* _TASK TO COMPLETE_
Reproduce the whole listing that follows, character for character, and drop the images.

* _DATA EXTRACT_
┄┄┄┄┄┄┄┄┄┄┄┄┄┄┄┄┄┄┄┄
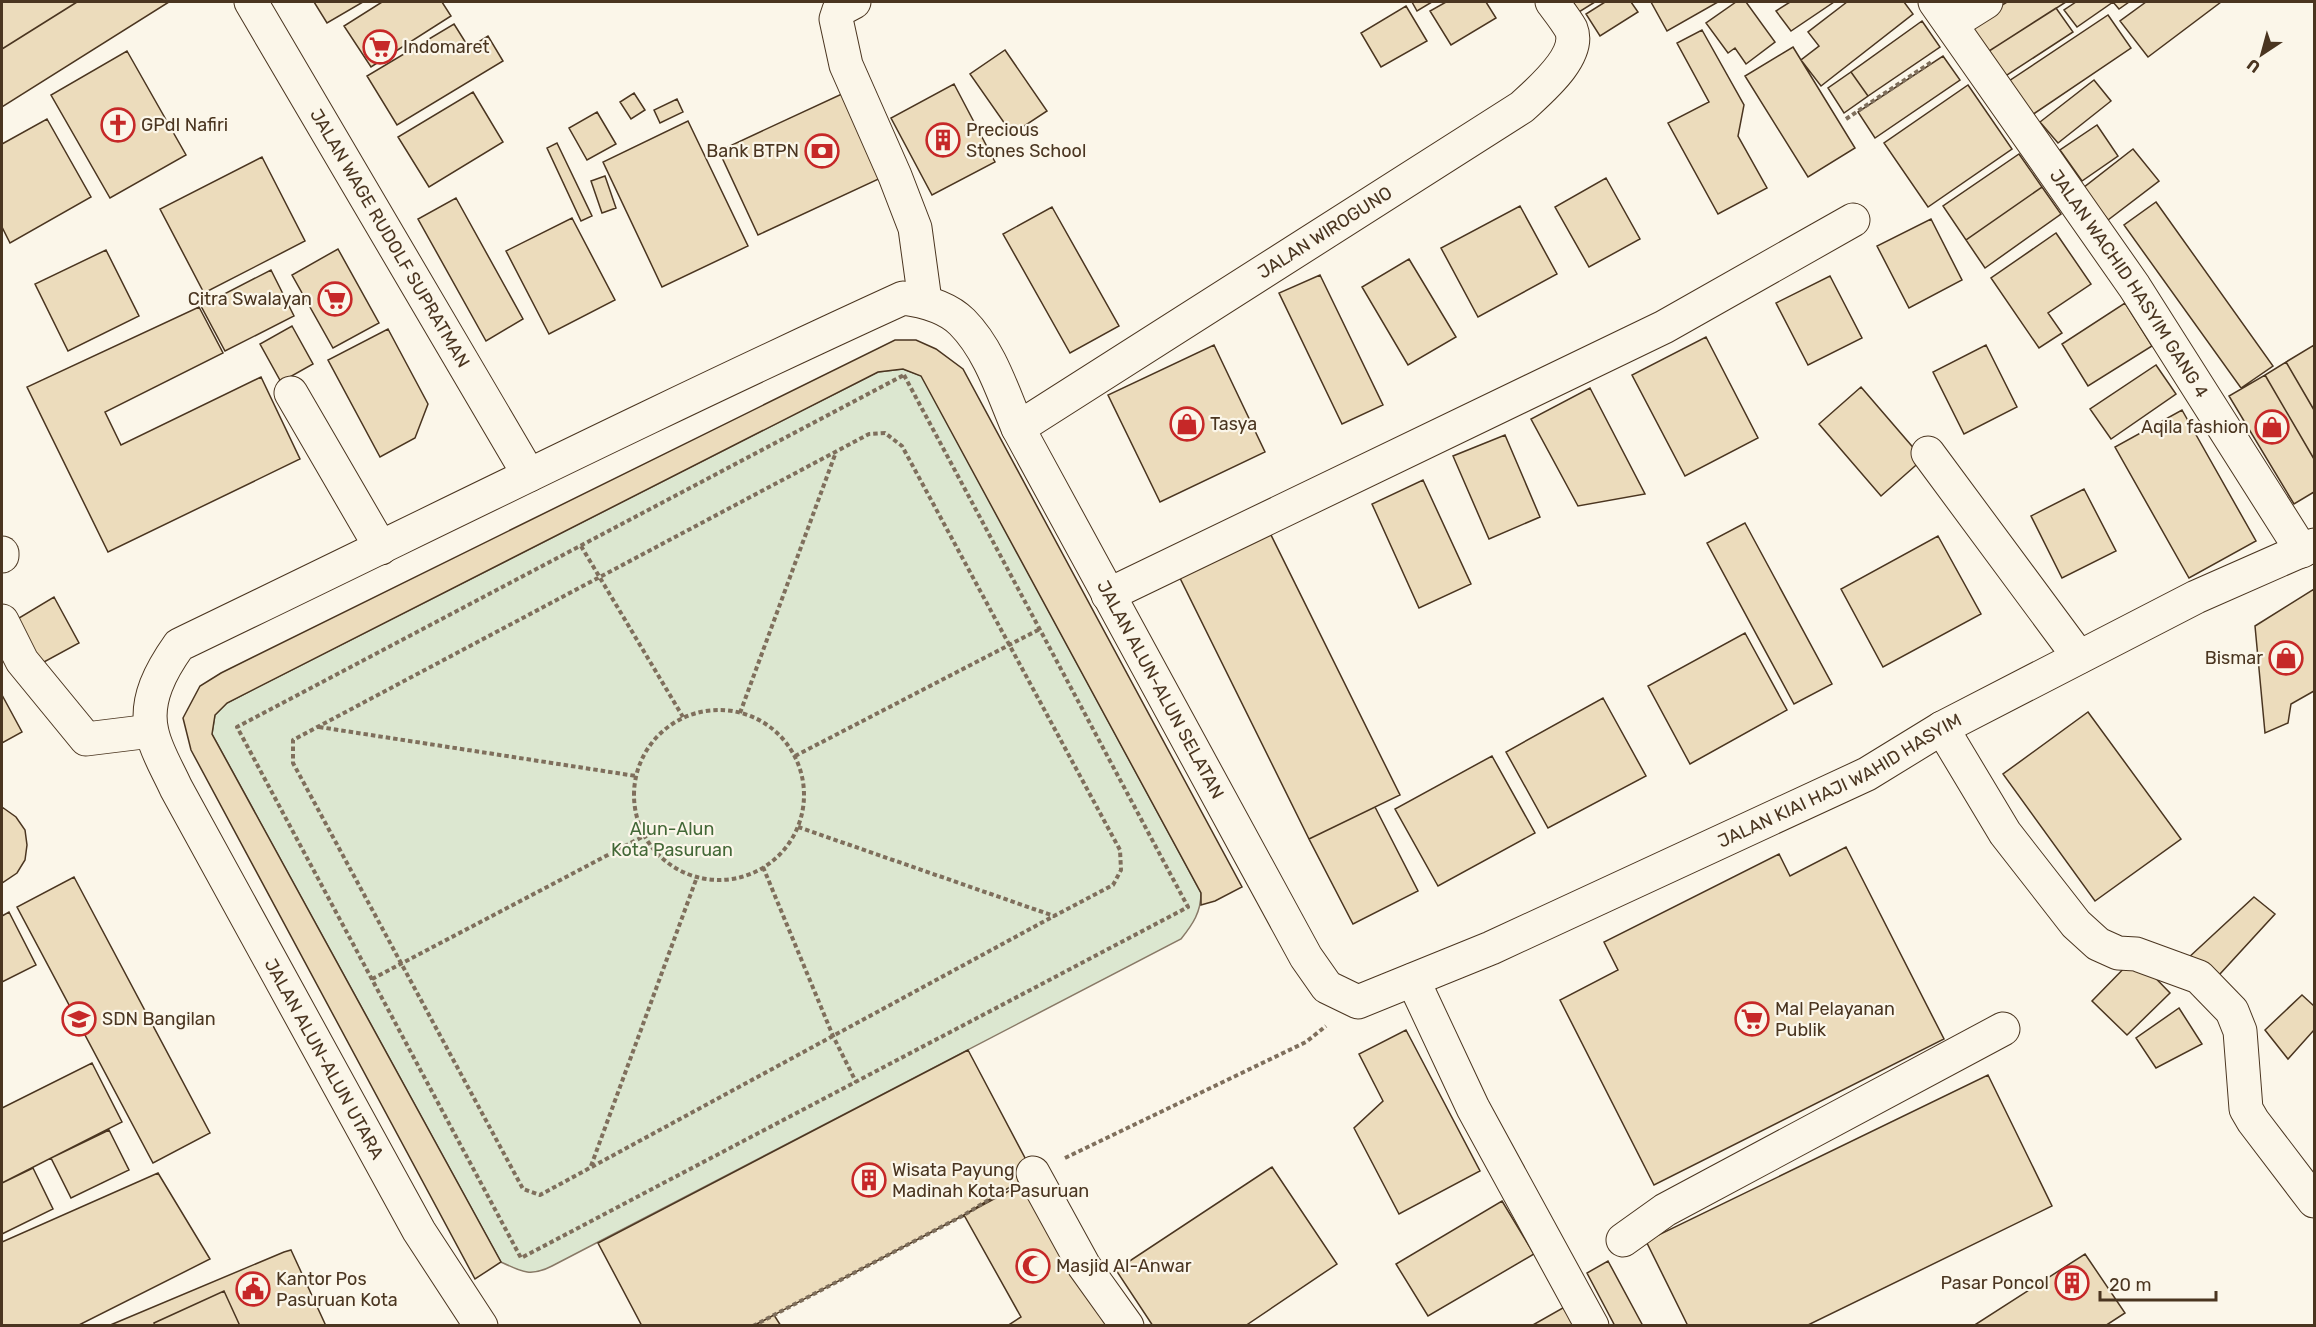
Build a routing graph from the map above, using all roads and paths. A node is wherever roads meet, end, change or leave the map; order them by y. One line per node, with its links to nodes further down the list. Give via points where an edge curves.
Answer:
1 (251, 2): 13 (main road, JALAN WAGE RUDOLF SUPRATMAN)
2 (854, 2): 8 (main road, via 839,10 836,19 846,65 915,228)
3 (1552, 2): 10 (main road, JALAN WIROGUNO, via 1571,30 1573,41 1556,74 1522,107)
4 (1986, 2): 5 (main road)
5 (1949, 22): 6 (path); 16 (main road, JALAN WACHID HASYIM GANG 4, via 2134,286)
6 (1846, 119)
7 (1853, 220): 18 (main road, via 1664,327)
8 (925, 301): 10 (main road, JALAN ALUN-ALUN SELATAN, via 962,321 987,357); 13 (main road, via 903,298)
9 (291, 393): 15 (main road)
10 (1018, 428): 18 (main road, JALAN ALUN-ALUN SELATAN)
11 (836, 451): 17 (path); 21 (path, via 869,434 885,433 902,446); 23 (path)
12 (1928, 453): 22 (main road)
13 (529, 475): 15 (main road)
14 (581, 546): 17 (path); 20 (path, via 904,375); 36 (path, via 237,727)
15 (381, 548): 27 (main road, via 179,645 161,670 152,700)
16 (2308, 548): 22 (main road, JALAN KIAI HAJI WAHID HASYIM, via 2196,597)
17 (600, 577): 24 (path); 25 (path)
18 (1108, 595): 38 (main road, JALAN ALUN-ALUN SELATAN, via 1306,957 1327,987)
19 (2, 621): 27 (main road, via 22,661 86,739)
20 (1040, 629): 21 (path); 41 (path, via 1188,907)
21 (1009, 645): 28 (path); 34 (path, via 1120,850 1121,870 1113,885)
22 (2079, 657): 26 (main road, JALAN KIAI HAJI WAHID HASYIM)
23 (741, 713): 24 (path, via 701,711); 28 (path, via 763,722)
24 (683, 717): 29 (path, via 648,747)
25 (317, 727): 29 (path); 35 (path, via 293,740 293,763)
26 (1942, 728): 37 (main road, JALAN KIAI HAJI WAHID HASYIM, via 1856,779 1491,948); 44 (main road, via 2005,833 2076,924 2097,944 2199,977 2232,1011 2240,1031 2247,1109)
27 (151, 731): 46 (main road, JALAN ALUN-ALUN UTARA, via 176,788 419,1231)
28 (795, 756): 30 (path, via 804,791)
29 (636, 776): 31 (path, via 634,807)
30 (798, 827): 32 (path, via 778,857); 34 (path)
31 (644, 836): 33 (path, via 667,862); 35 (path)
32 (763, 867): 33 (path, via 731,879); 40 (path)
33 (697, 877): 42 (path)
34 (1054, 916): 40 (path)
35 (401, 963): 36 (path); 42 (path, via 524,1189 540,1196)
36 (372, 979): 41 (path, via 521,1258)
37 (1413, 980): 38 (main road, JALAN KIAI HAJI WAHID HASYIM); 48 (main road, via 1473,1108)
38 (1358, 1002)
39 (2003, 1029): 45 (main road, via 1665,1210)
40 (833, 1036): 41 (path); 42 (path)
41 (856, 1082)
42 (591, 1168)
43 (1034, 1173): 47 (main road, via 1084,1266)
44 (2314, 1201)
45 (1623, 1240)
46 (481, 1326)
47 (1127, 1326)
48 (1592, 1326)

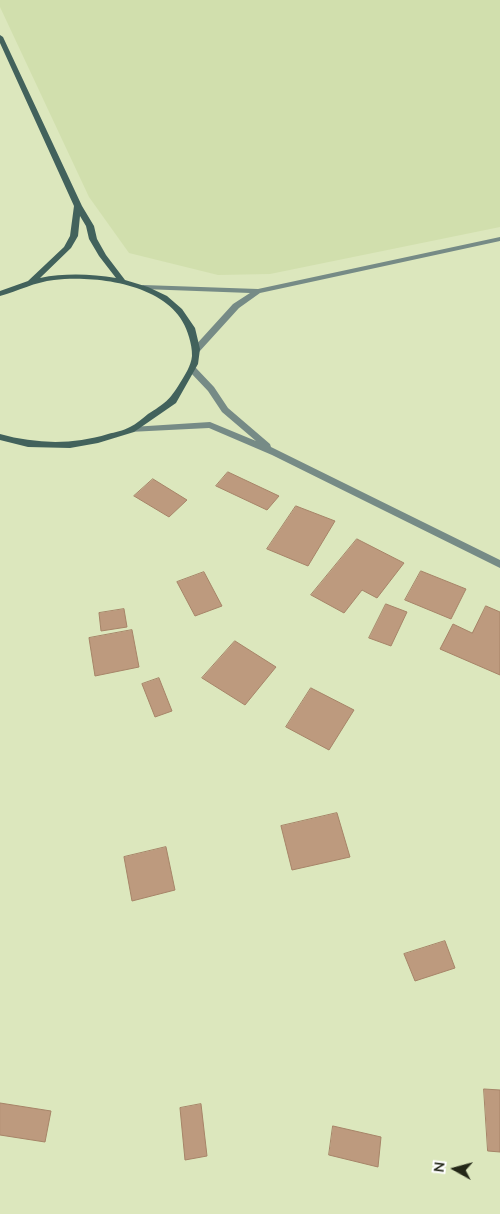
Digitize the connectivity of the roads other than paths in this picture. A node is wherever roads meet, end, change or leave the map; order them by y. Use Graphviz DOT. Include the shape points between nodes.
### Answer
┄┄┄┄┄┄┄┄┄┄┄┄┄┄┄┄┄┄┄┄
* _OUTPUT OF THE TASK_
Build a routing graph from the map above, using all roads and paths. A node is wherever roads meet, end, change or leave the map; order them by y. One line per node, with its links to nodes further down the list. Give via points where an edge curves.
Answer:
1 (251, 2): 13 (main road, JALAN WAGE RUDOLF SUPRATMAN)
2 (854, 2): 8 (main road, via 839,10 836,19 846,65 915,228)
3 (1552, 2): 10 (main road, JALAN WIROGUNO, via 1571,30 1573,41 1556,74 1522,107)
4 (1986, 2): 5 (main road)
5 (1949, 22): 6 (path); 16 (main road, JALAN WACHID HASYIM GANG 4, via 2134,286)
6 (1846, 119)
7 (1853, 220): 18 (main road, via 1664,327)
8 (925, 301): 10 (main road, JALAN ALUN-ALUN SELATAN, via 962,321 987,357); 13 (main road, via 903,298)
9 (291, 393): 15 (main road)
10 (1018, 428): 18 (main road, JALAN ALUN-ALUN SELATAN)
11 (836, 451): 17 (path); 21 (path, via 869,434 885,433 902,446); 23 (path)
12 (1928, 453): 22 (main road)
13 (529, 475): 15 (main road)
14 (581, 546): 17 (path); 20 (path, via 904,375); 36 (path, via 237,727)
15 (381, 548): 27 (main road, via 179,645 161,670 152,700)
16 (2308, 548): 22 (main road, JALAN KIAI HAJI WAHID HASYIM, via 2196,597)
17 (600, 577): 24 (path); 25 (path)
18 (1108, 595): 38 (main road, JALAN ALUN-ALUN SELATAN, via 1306,957 1327,987)
19 (2, 621): 27 (main road, via 22,661 86,739)
20 (1040, 629): 21 (path); 41 (path, via 1188,907)
21 (1009, 645): 28 (path); 34 (path, via 1120,850 1121,870 1113,885)
22 (2079, 657): 26 (main road, JALAN KIAI HAJI WAHID HASYIM)
23 (741, 713): 24 (path, via 701,711); 28 (path, via 763,722)
24 (683, 717): 29 (path, via 648,747)
25 (317, 727): 29 (path); 35 (path, via 293,740 293,763)
26 (1942, 728): 37 (main road, JALAN KIAI HAJI WAHID HASYIM, via 1856,779 1491,948); 44 (main road, via 2005,833 2076,924 2097,944 2199,977 2232,1011 2240,1031 2247,1109)
27 (151, 731): 46 (main road, JALAN ALUN-ALUN UTARA, via 176,788 419,1231)
28 (795, 756): 30 (path, via 804,791)
29 (636, 776): 31 (path, via 634,807)
30 (798, 827): 32 (path, via 778,857); 34 (path)
31 (644, 836): 33 (path, via 667,862); 35 (path)
32 (763, 867): 33 (path, via 731,879); 40 (path)
33 (697, 877): 42 (path)
34 (1054, 916): 40 (path)
35 (401, 963): 36 (path); 42 (path, via 524,1189 540,1196)
36 (372, 979): 41 (path, via 521,1258)
37 (1413, 980): 38 (main road, JALAN KIAI HAJI WAHID HASYIM); 48 (main road, via 1473,1108)
38 (1358, 1002)
39 (2003, 1029): 45 (main road, via 1665,1210)
40 (833, 1036): 41 (path); 42 (path)
41 (856, 1082)
42 (591, 1168)
43 (1034, 1173): 47 (main road, via 1084,1266)
44 (2314, 1201)
45 (1623, 1240)
46 (481, 1326)
47 (1127, 1326)
48 (1592, 1326)

Digitize the connectivity of the roads other than paths in this picture. A node is wherever roads meet, end, change or leave the map; order them by y. Use Graphviz DOT. Include the shape points between nodes.
### Answer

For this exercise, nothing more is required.